She's not the first addition to the group, Ted's done this all the time it's just she's just not like the normal girls Ted brings into the group. Ted's other girlfriends get sick of him fast. They scowl at him when he comes in, they to their best to ignore what he says and they storm off in a huff when he hits on them. Robin doesn't do that. She listens to him, smirk playing on her features as she scrutinises his every move. When he hits on her she looks right back at him with this challenging, sexy smile that he's never seen before in a women, it's one that warms his body up in all the right places, that scrambles his brain and his every instinct screams at him to drag her to the bathroom and take her right there and then.

If it wasn't for the bro code and Lily's stupid "You have to marry her," thing, Robin Scherbatsky would have been his long ago.

It is they're locked in a duel, both in a trial to outdo each other, they're circling each other, teasing and prying, attempting to work out each other's weakness. It's intense, frustrating, but it's also thrilling, she's an enigma, just waiting to be figured out and he can't wait to feel the sweet taste of victory once she surrenders.

The problem is she's playing the same game, she knows all his tricks and has a few of her own and he's got a horrifying feeling he might be losing.

He pictures the night he first saw her in the bar, imagines going over before Ted even noticed her, whispering dirty things in her ear. She'd go home with him, he knows she would (come on, she was about to jump Ted), he'd fuck her into oblivion and then leave before the sweat dried on her skin. He'd never see her again, never see that sexy smile, she'd never fight back as good as she got when he makes fun of her, she'd never make him snort with laughter, he'd never know what it was like to want someone he can't have this much.

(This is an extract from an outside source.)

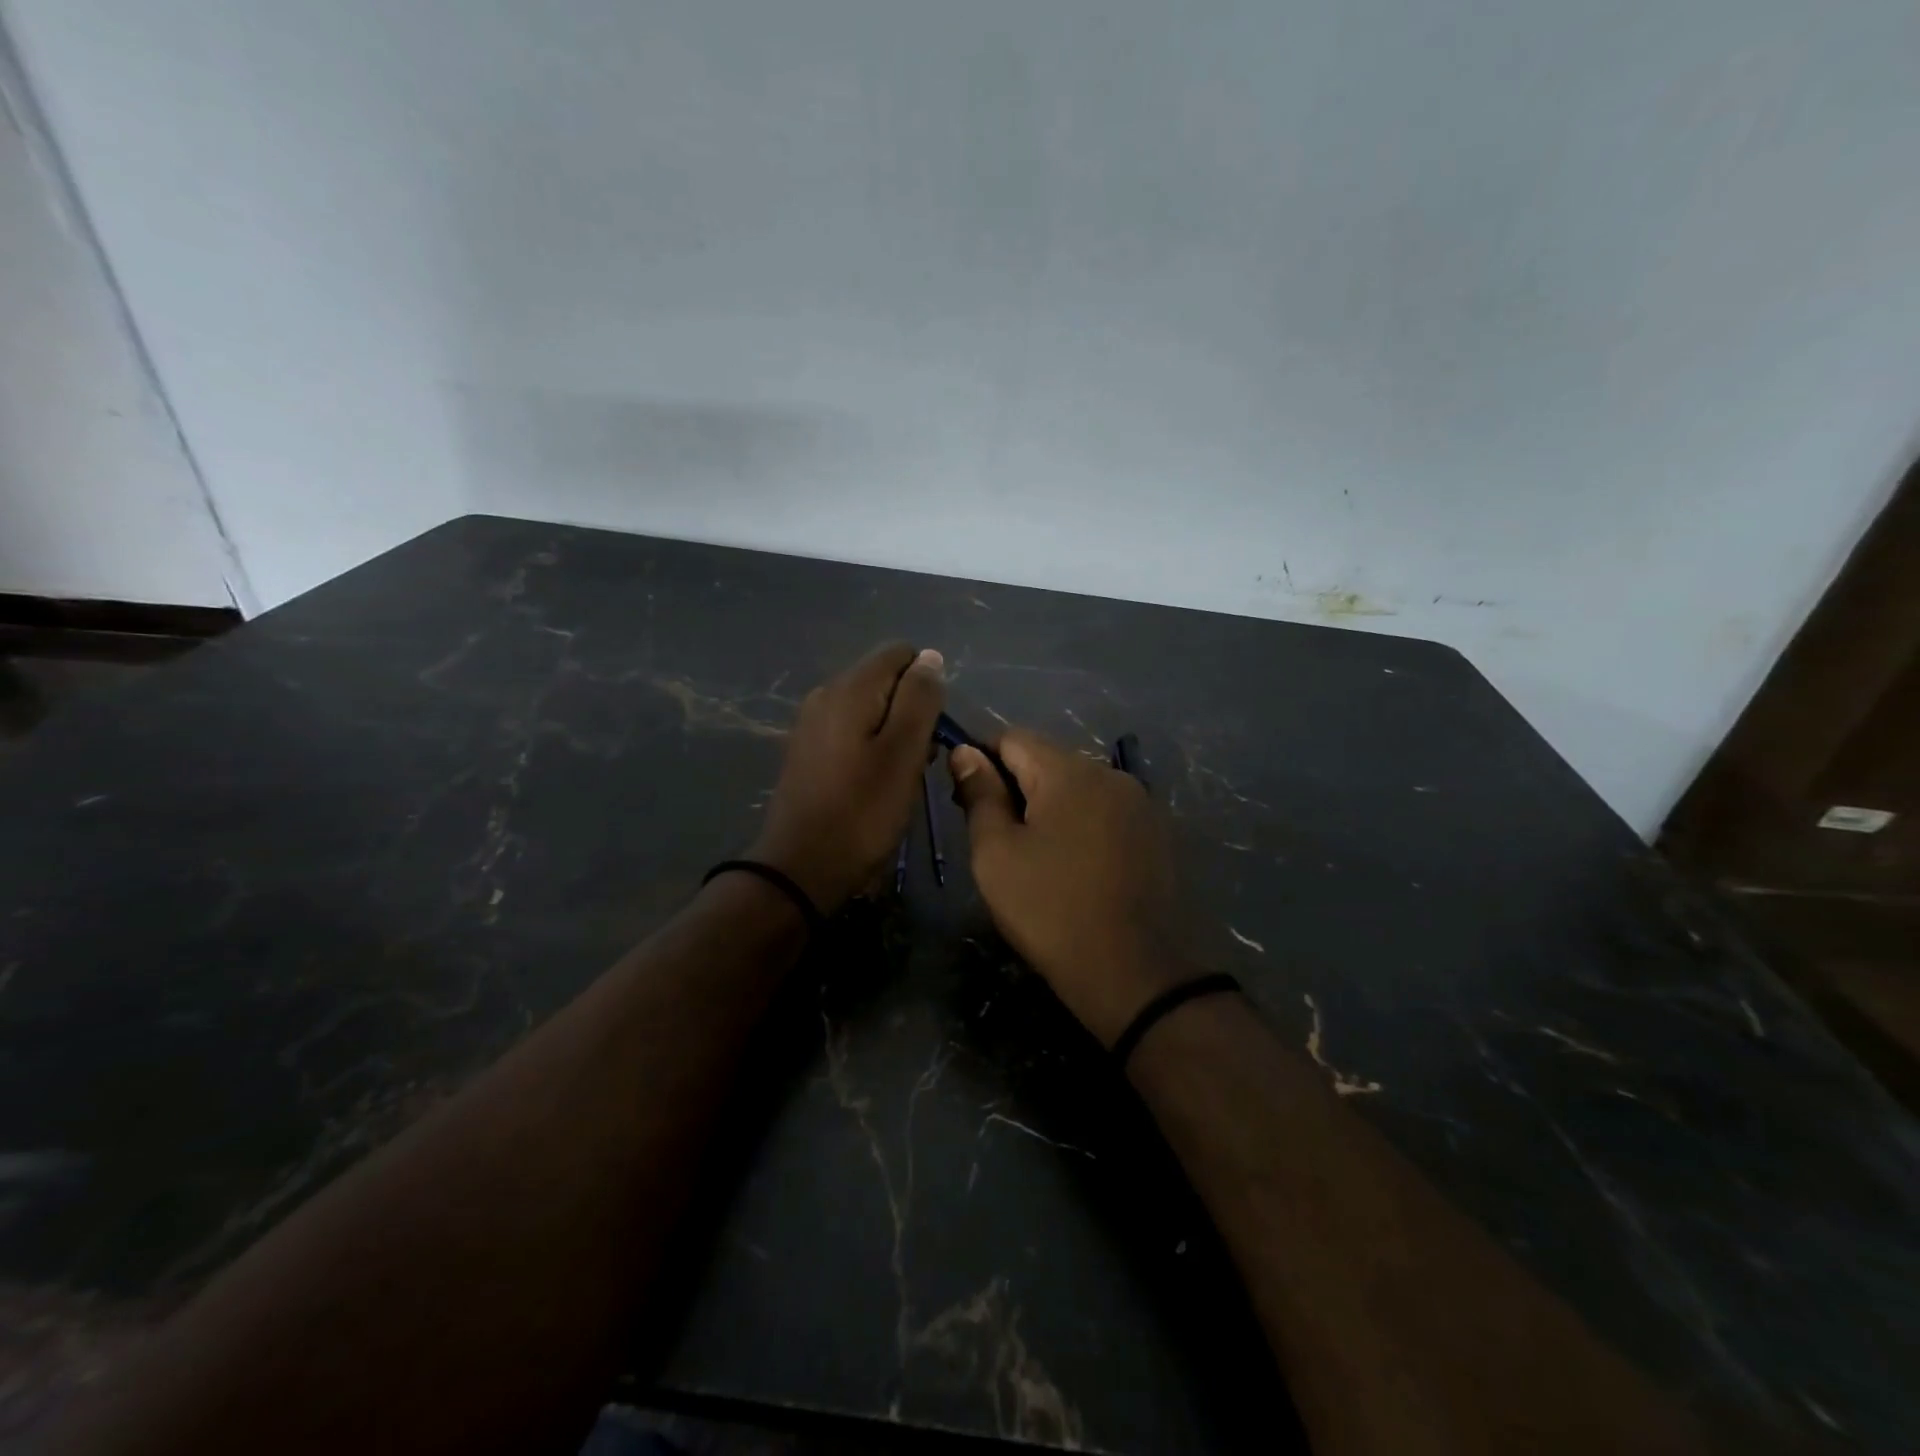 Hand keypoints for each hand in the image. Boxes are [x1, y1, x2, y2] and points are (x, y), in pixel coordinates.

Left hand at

He thinks that would have been easier, safer, then what's happening right now.

**Months**

Ted is sickening in a relationship. He always has been, always will be. He's all flowers and romance and chocolates and "oh sweetie your eyes are so blue, let's stare at them for a stupidly long time!" urgh.

Marshall is sickening when he is not in a relationship. He is all sad and moapy and "My life is over without the one girl I've ever managed to have sex with!".

Barney expected this from both of them really. Between Lily gone and Ted being annoying it was always going to be a long summer.

What he wasn't expecting was Robin to be this sappy too. He gets it, constantly getting laid (even if it must be the worst sex ever because, come on, Ted) is always good, but does she have to be so goo-y? It just doesn't feel like Robin, just some pathetic Tedifyed version of her.

He wasn't expecting to miss the old Robin as much as he does.

About two months in he's waiting in the bar, scoping out targets, when Robin enters.

"Where are the boys?" he asks.

"Ted's had to work late and Marshall's busy crying over Lily, looks like it's going to be just you and me."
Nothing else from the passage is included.